Action item: Retype each entry below precisely as it reads.

Saved data entries:
= = = = = = =

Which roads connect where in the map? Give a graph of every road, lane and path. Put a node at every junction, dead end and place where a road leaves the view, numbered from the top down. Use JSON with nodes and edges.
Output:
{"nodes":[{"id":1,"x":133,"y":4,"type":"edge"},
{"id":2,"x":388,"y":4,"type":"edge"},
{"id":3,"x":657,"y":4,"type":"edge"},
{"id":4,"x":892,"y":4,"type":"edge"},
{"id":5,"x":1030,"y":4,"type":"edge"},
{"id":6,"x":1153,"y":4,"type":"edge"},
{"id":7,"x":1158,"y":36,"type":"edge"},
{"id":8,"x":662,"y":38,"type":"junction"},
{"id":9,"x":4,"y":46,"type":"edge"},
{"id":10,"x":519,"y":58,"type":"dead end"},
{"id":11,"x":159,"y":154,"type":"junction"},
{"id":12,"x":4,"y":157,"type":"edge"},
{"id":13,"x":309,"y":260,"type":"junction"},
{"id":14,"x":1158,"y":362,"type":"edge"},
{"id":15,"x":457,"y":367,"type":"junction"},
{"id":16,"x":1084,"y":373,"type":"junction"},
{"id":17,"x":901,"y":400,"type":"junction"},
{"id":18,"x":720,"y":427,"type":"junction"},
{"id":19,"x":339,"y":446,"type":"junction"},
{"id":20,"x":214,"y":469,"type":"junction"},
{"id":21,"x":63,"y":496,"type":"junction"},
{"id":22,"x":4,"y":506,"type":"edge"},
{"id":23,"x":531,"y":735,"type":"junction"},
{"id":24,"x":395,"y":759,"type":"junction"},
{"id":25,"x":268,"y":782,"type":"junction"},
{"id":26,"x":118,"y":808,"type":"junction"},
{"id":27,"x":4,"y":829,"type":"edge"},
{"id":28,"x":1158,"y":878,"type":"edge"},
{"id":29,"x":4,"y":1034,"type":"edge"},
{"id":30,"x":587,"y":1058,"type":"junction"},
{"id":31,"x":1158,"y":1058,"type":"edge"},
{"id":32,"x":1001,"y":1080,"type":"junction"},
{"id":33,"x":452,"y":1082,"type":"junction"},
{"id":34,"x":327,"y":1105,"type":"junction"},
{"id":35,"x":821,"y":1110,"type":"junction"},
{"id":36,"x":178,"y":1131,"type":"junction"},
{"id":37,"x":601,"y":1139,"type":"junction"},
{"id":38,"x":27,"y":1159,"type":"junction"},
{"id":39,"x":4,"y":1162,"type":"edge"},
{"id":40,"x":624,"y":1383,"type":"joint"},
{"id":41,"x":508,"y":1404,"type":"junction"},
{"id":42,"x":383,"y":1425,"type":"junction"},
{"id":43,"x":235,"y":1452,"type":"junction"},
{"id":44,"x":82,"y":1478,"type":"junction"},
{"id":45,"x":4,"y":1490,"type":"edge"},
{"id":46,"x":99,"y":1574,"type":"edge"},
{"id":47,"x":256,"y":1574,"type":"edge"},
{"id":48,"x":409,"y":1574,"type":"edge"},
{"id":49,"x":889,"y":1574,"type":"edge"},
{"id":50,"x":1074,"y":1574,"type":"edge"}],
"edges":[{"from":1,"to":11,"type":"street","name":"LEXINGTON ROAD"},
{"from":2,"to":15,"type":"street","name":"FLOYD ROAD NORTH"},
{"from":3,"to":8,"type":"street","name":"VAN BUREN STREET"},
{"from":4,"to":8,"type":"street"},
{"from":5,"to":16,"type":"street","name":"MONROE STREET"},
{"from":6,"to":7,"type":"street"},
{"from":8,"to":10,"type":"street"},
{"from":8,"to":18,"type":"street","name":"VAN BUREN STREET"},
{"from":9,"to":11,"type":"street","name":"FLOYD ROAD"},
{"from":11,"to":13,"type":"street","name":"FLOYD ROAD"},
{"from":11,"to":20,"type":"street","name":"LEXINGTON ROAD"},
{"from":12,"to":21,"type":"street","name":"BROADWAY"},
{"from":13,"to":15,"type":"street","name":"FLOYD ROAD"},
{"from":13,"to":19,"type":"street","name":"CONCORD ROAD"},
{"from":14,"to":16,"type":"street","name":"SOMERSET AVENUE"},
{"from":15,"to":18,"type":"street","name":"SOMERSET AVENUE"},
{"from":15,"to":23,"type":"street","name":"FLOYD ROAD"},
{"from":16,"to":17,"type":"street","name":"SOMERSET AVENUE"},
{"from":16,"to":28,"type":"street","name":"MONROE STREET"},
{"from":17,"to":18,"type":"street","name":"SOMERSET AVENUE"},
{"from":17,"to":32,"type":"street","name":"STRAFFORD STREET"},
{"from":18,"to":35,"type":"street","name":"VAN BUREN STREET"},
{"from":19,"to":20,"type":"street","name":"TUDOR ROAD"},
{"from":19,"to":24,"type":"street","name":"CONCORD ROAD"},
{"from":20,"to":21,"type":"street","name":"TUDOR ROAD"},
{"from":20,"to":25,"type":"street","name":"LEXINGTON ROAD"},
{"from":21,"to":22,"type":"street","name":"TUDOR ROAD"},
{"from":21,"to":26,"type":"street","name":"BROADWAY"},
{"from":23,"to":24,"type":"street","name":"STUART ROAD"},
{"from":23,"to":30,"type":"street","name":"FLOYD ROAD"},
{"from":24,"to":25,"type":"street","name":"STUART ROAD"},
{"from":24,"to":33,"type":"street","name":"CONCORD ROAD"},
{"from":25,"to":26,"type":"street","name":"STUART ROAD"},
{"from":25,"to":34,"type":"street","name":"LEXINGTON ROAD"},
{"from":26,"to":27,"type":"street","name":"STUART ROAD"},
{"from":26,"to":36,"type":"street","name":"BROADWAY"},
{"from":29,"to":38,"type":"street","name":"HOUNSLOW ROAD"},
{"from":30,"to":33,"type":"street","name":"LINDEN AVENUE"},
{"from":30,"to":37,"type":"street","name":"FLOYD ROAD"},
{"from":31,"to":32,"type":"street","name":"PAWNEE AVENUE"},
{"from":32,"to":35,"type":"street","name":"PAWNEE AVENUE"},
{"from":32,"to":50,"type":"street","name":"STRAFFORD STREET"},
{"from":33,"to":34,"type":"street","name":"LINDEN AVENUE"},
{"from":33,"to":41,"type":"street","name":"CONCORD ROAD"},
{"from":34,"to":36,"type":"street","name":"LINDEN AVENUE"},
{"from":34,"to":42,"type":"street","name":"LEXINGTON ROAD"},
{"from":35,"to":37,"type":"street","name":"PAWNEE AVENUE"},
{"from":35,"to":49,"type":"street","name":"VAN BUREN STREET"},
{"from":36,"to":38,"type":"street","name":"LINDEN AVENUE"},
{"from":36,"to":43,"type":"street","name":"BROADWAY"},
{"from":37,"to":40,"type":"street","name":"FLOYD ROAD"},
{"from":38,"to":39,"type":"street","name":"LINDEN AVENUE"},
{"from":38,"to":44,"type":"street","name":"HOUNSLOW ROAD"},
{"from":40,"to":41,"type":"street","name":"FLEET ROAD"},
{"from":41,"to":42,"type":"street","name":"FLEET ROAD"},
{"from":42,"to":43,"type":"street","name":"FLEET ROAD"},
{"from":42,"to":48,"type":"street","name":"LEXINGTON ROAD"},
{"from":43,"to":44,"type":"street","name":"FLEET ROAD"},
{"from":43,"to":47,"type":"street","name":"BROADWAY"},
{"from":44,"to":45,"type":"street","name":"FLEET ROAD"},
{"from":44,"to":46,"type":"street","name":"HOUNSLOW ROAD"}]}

= = = = = = =

Completed task:
Which roads connect where in the map? Give a graph of every road, lane and path. Put a node at every junction, dead end and place where a road leaves the view, numbered from the top down. Use JSON with nodes and edges.
Output:
{"nodes":[{"id":1,"x":133,"y":4,"type":"edge"},
{"id":2,"x":388,"y":4,"type":"edge"},
{"id":3,"x":657,"y":4,"type":"edge"},
{"id":4,"x":892,"y":4,"type":"edge"},
{"id":5,"x":1030,"y":4,"type":"edge"},
{"id":6,"x":1153,"y":4,"type":"edge"},
{"id":7,"x":1158,"y":36,"type":"edge"},
{"id":8,"x":662,"y":38,"type":"junction"},
{"id":9,"x":4,"y":46,"type":"edge"},
{"id":10,"x":519,"y":58,"type":"dead end"},
{"id":11,"x":159,"y":154,"type":"junction"},
{"id":12,"x":4,"y":157,"type":"edge"},
{"id":13,"x":309,"y":260,"type":"junction"},
{"id":14,"x":1158,"y":362,"type":"edge"},
{"id":15,"x":457,"y":367,"type":"junction"},
{"id":16,"x":1084,"y":373,"type":"junction"},
{"id":17,"x":901,"y":400,"type":"junction"},
{"id":18,"x":720,"y":427,"type":"junction"},
{"id":19,"x":339,"y":446,"type":"junction"},
{"id":20,"x":214,"y":469,"type":"junction"},
{"id":21,"x":63,"y":496,"type":"junction"},
{"id":22,"x":4,"y":506,"type":"edge"},
{"id":23,"x":531,"y":735,"type":"junction"},
{"id":24,"x":395,"y":759,"type":"junction"},
{"id":25,"x":268,"y":782,"type":"junction"},
{"id":26,"x":118,"y":808,"type":"junction"},
{"id":27,"x":4,"y":829,"type":"edge"},
{"id":28,"x":1158,"y":878,"type":"edge"},
{"id":29,"x":4,"y":1034,"type":"edge"},
{"id":30,"x":587,"y":1058,"type":"junction"},
{"id":31,"x":1158,"y":1058,"type":"edge"},
{"id":32,"x":1001,"y":1080,"type":"junction"},
{"id":33,"x":452,"y":1082,"type":"junction"},
{"id":34,"x":327,"y":1105,"type":"junction"},
{"id":35,"x":821,"y":1110,"type":"junction"},
{"id":36,"x":178,"y":1131,"type":"junction"},
{"id":37,"x":601,"y":1139,"type":"junction"},
{"id":38,"x":27,"y":1159,"type":"junction"},
{"id":39,"x":4,"y":1162,"type":"edge"},
{"id":40,"x":624,"y":1383,"type":"joint"},
{"id":41,"x":508,"y":1404,"type":"junction"},
{"id":42,"x":383,"y":1425,"type":"junction"},
{"id":43,"x":235,"y":1452,"type":"junction"},
{"id":44,"x":82,"y":1478,"type":"junction"},
{"id":45,"x":4,"y":1490,"type":"edge"},
{"id":46,"x":99,"y":1574,"type":"edge"},
{"id":47,"x":256,"y":1574,"type":"edge"},
{"id":48,"x":409,"y":1574,"type":"edge"},
{"id":49,"x":889,"y":1574,"type":"edge"},
{"id":50,"x":1074,"y":1574,"type":"edge"}],
"edges":[{"from":1,"to":11,"type":"street","name":"LEXINGTON ROAD"},
{"from":2,"to":15,"type":"street","name":"FLOYD ROAD NORTH"},
{"from":3,"to":8,"type":"street","name":"VAN BUREN STREET"},
{"from":4,"to":8,"type":"street"},
{"from":5,"to":16,"type":"street","name":"MONROE STREET"},
{"from":6,"to":7,"type":"street"},
{"from":8,"to":10,"type":"street"},
{"from":8,"to":18,"type":"street","name":"VAN BUREN STREET"},
{"from":9,"to":11,"type":"street","name":"FLOYD ROAD"},
{"from":11,"to":13,"type":"street","name":"FLOYD ROAD"},
{"from":11,"to":20,"type":"street","name":"LEXINGTON ROAD"},
{"from":12,"to":21,"type":"street","name":"BROADWAY"},
{"from":13,"to":15,"type":"street","name":"FLOYD ROAD"},
{"from":13,"to":19,"type":"street","name":"CONCORD ROAD"},
{"from":14,"to":16,"type":"street","name":"SOMERSET AVENUE"},
{"from":15,"to":18,"type":"street","name":"SOMERSET AVENUE"},
{"from":15,"to":23,"type":"street","name":"FLOYD ROAD"},
{"from":16,"to":17,"type":"street","name":"SOMERSET AVENUE"},
{"from":16,"to":28,"type":"street","name":"MONROE STREET"},
{"from":17,"to":18,"type":"street","name":"SOMERSET AVENUE"},
{"from":17,"to":32,"type":"street","name":"STRAFFORD STREET"},
{"from":18,"to":35,"type":"street","name":"VAN BUREN STREET"},
{"from":19,"to":20,"type":"street","name":"TUDOR ROAD"},
{"from":19,"to":24,"type":"street","name":"CONCORD ROAD"},
{"from":20,"to":21,"type":"street","name":"TUDOR ROAD"},
{"from":20,"to":25,"type":"street","name":"LEXINGTON ROAD"},
{"from":21,"to":22,"type":"street","name":"TUDOR ROAD"},
{"from":21,"to":26,"type":"street","name":"BROADWAY"},
{"from":23,"to":24,"type":"street","name":"STUART ROAD"},
{"from":23,"to":30,"type":"street","name":"FLOYD ROAD"},
{"from":24,"to":25,"type":"street","name":"STUART ROAD"},
{"from":24,"to":33,"type":"street","name":"CONCORD ROAD"},
{"from":25,"to":26,"type":"street","name":"STUART ROAD"},
{"from":25,"to":34,"type":"street","name":"LEXINGTON ROAD"},
{"from":26,"to":27,"type":"street","name":"STUART ROAD"},
{"from":26,"to":36,"type":"street","name":"BROADWAY"},
{"from":29,"to":38,"type":"street","name":"HOUNSLOW ROAD"},
{"from":30,"to":33,"type":"street","name":"LINDEN AVENUE"},
{"from":30,"to":37,"type":"street","name":"FLOYD ROAD"},
{"from":31,"to":32,"type":"street","name":"PAWNEE AVENUE"},
{"from":32,"to":35,"type":"street","name":"PAWNEE AVENUE"},
{"from":32,"to":50,"type":"street","name":"STRAFFORD STREET"},
{"from":33,"to":34,"type":"street","name":"LINDEN AVENUE"},
{"from":33,"to":41,"type":"street","name":"CONCORD ROAD"},
{"from":34,"to":36,"type":"street","name":"LINDEN AVENUE"},
{"from":34,"to":42,"type":"street","name":"LEXINGTON ROAD"},
{"from":35,"to":37,"type":"street","name":"PAWNEE AVENUE"},
{"from":35,"to":49,"type":"street","name":"VAN BUREN STREET"},
{"from":36,"to":38,"type":"street","name":"LINDEN AVENUE"},
{"from":36,"to":43,"type":"street","name":"BROADWAY"},
{"from":37,"to":40,"type":"street","name":"FLOYD ROAD"},
{"from":38,"to":39,"type":"street","name":"LINDEN AVENUE"},
{"from":38,"to":44,"type":"street","name":"HOUNSLOW ROAD"},
{"from":40,"to":41,"type":"street","name":"FLEET ROAD"},
{"from":41,"to":42,"type":"street","name":"FLEET ROAD"},
{"from":42,"to":43,"type":"street","name":"FLEET ROAD"},
{"from":42,"to":48,"type":"street","name":"LEXINGTON ROAD"},
{"from":43,"to":44,"type":"street","name":"FLEET ROAD"},
{"from":43,"to":47,"type":"street","name":"BROADWAY"},
{"from":44,"to":45,"type":"street","name":"FLEET ROAD"},
{"from":44,"to":46,"type":"street","name":"HOUNSLOW ROAD"}]}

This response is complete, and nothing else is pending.